Acknowledging Grief

People get uncomfortable when it comes to grief. We want to console people in a way that lets us not look directly at it.

I have a number of people, both clients and non-clients, who ask me what the best thing is to say to someone in pain. There is hope for a formula. I so get that. To my clients: you have no idea how much I wish I could say the perfect thing that would anesthisize your pain. 

That perfect response doesn’t exist. No one’s words, no matter the training or the wisdom behind them, can fill the gaping hole of grief. However, I believe we can offer to occupy that space with them. We can look directly at another's experience without squirming our way out of it with prewritten responses. 

Sometimes the candid or possibly nonverbal response will touch that pain in a way which that person so badly needs. From my experience working with people in grief, it seems like many people are just tired. They need permission to feel whatever they feel without worrying you are uncomfortable. 

It is natural to want to be polite or to fix the pain. Often we do this by not saying anything until they bring it up or by offering positive/profound sentiments (I’m looking at you, “at least he/she is in a better place now”). But grief is not a time to be polite. Niceties no longer exist for people in the state of bereavement. They have been given a new set of eyes to look at the world through.

As one writer put it,

The experience of grief is much like it would be if suddenly and without warning, all society’s niceties were ripped away and you were forced to see other’s going about their business naked...At the same time, you quietly and almost in a panic, realize that you are the only one who sees people like this. The rest of people around you cannot see through your lens. To them, everyone is still clothed, private, polite. There is no way for them to understand how everything has changed.
— Nancy Beck Irland

 

This past year I visited the 9/11 Memorial. There was one particular corner that had a graphic warning. It was the corner dedicated to those who had been on the top floors of the WTC and with no escape option, jumped.
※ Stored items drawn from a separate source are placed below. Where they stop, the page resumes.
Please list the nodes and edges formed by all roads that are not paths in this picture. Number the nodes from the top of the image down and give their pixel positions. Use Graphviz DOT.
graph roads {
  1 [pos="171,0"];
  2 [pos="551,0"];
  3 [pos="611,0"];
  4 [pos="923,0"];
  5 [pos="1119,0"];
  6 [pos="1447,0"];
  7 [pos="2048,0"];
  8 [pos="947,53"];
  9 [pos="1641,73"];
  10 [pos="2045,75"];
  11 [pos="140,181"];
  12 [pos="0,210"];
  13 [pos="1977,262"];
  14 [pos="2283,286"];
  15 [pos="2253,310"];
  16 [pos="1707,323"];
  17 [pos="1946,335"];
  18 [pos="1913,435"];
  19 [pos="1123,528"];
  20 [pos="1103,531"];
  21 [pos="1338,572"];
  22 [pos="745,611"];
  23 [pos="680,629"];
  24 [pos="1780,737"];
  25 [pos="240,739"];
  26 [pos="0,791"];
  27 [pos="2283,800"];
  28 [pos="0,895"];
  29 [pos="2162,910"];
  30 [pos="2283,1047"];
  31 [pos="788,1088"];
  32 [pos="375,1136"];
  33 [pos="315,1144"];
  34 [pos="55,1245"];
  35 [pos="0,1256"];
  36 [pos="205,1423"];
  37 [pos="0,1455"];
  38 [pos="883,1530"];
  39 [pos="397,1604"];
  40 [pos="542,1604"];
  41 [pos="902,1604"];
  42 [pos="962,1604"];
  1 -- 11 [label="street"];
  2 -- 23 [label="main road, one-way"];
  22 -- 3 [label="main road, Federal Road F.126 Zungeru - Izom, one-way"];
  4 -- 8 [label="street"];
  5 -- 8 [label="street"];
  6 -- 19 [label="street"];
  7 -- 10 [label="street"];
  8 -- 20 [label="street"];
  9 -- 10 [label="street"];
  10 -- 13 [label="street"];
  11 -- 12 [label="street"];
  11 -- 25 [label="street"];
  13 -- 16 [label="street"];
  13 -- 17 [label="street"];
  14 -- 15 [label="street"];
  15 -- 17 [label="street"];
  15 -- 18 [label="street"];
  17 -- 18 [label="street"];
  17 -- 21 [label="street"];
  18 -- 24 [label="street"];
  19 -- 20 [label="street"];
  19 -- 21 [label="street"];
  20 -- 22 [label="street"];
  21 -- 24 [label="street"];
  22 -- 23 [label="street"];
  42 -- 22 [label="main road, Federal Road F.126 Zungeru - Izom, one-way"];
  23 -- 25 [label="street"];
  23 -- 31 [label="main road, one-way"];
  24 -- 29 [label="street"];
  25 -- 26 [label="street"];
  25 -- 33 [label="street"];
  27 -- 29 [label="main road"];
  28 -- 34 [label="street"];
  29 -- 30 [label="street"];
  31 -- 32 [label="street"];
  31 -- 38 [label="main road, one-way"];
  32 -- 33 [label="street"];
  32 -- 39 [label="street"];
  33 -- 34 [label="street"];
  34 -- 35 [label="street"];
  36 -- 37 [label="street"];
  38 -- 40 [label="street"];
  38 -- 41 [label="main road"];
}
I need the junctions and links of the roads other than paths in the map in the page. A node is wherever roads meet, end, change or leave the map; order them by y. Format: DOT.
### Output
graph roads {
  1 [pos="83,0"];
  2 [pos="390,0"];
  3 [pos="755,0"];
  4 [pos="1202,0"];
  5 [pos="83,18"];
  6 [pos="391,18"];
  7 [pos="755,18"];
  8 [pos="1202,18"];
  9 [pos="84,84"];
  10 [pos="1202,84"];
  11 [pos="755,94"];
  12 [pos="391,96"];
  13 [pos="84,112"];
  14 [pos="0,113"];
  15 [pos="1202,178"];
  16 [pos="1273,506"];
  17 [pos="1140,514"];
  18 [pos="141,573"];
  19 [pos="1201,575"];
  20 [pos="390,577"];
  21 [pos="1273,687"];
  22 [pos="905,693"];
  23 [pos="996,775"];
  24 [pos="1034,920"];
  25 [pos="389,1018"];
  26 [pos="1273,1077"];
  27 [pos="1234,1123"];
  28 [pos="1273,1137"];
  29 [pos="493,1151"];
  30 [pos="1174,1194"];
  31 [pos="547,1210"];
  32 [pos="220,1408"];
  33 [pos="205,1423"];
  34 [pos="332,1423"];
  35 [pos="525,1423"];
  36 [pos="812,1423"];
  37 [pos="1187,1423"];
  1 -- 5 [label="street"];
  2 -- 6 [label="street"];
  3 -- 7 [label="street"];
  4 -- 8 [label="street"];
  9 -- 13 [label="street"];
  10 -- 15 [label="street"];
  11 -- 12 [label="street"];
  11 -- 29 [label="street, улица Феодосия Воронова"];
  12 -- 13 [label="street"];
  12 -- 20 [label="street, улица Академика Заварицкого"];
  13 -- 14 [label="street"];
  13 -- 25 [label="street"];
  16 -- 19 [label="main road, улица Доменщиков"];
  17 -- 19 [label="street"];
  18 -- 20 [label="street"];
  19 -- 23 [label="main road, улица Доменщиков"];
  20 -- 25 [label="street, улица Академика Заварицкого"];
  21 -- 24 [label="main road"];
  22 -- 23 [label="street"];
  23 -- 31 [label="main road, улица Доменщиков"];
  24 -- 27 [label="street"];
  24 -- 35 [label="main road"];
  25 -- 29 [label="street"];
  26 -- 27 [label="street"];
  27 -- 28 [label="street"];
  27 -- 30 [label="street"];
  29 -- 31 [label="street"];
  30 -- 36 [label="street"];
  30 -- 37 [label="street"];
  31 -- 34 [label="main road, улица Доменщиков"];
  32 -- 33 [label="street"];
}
 I read up on the development of the memorial museum later and wasn’t terribly shocked to find out there had been controversy around whether or not that part of the exhibition should be allowed. I cannot claim to know if it was OK or not OK—I can only speak to my experience in that room which was this:

When I entered and saw the images, a surge of conflict rose up inside me. Part of me felt compelled to keep looking and another part of me felt horrified. Was my compulsion to look voyeuristic? Was the desire to look away a need to avoid pain? What right do I have to avoid witnessing a pain that was unavoidable to them? (By the way, welcome to the brain of a therapist.) Then I looked down and saw this quote inscribed on a plaque: 

The hairs stood up on my arms and for the umpteenth time that day, I was humbled by the amount of courage the people present that day had. Here was someone trying to exert the last bit of a control they had to exit this world in a less sufferable way, and another, looking directly at it. 

I saw the controversy around this exhibit as a symbol of our reaction to grief. We must remember that the choice of what to publicly display is still just that, a choice. Not everyone had one. The individuals who perished, their loved ones, and the bystanders did not and will never get to look away. 

When tragedy affects us directly by hitting our community and we have no choice to escape it, it elicits courageous responses. It shines a light on our shared humanity. 

But what about the every day personal tragedies we witness? Your co-worker who lost their spouse to cancer? Your family member who suffered a miscarriage? The friend who is spending their first holiday season without a parent? 

We have it in us to practice similar courage. The people around us living in the shadow of grief are not getting a choice. We have the choice to try harder to not look away. Offer them comfort simply by letting them know they don't have to keep pretending this world still makes sense. Their pain will not disappear but it may be more bearable if it sits in the company of acknowledgement and connection.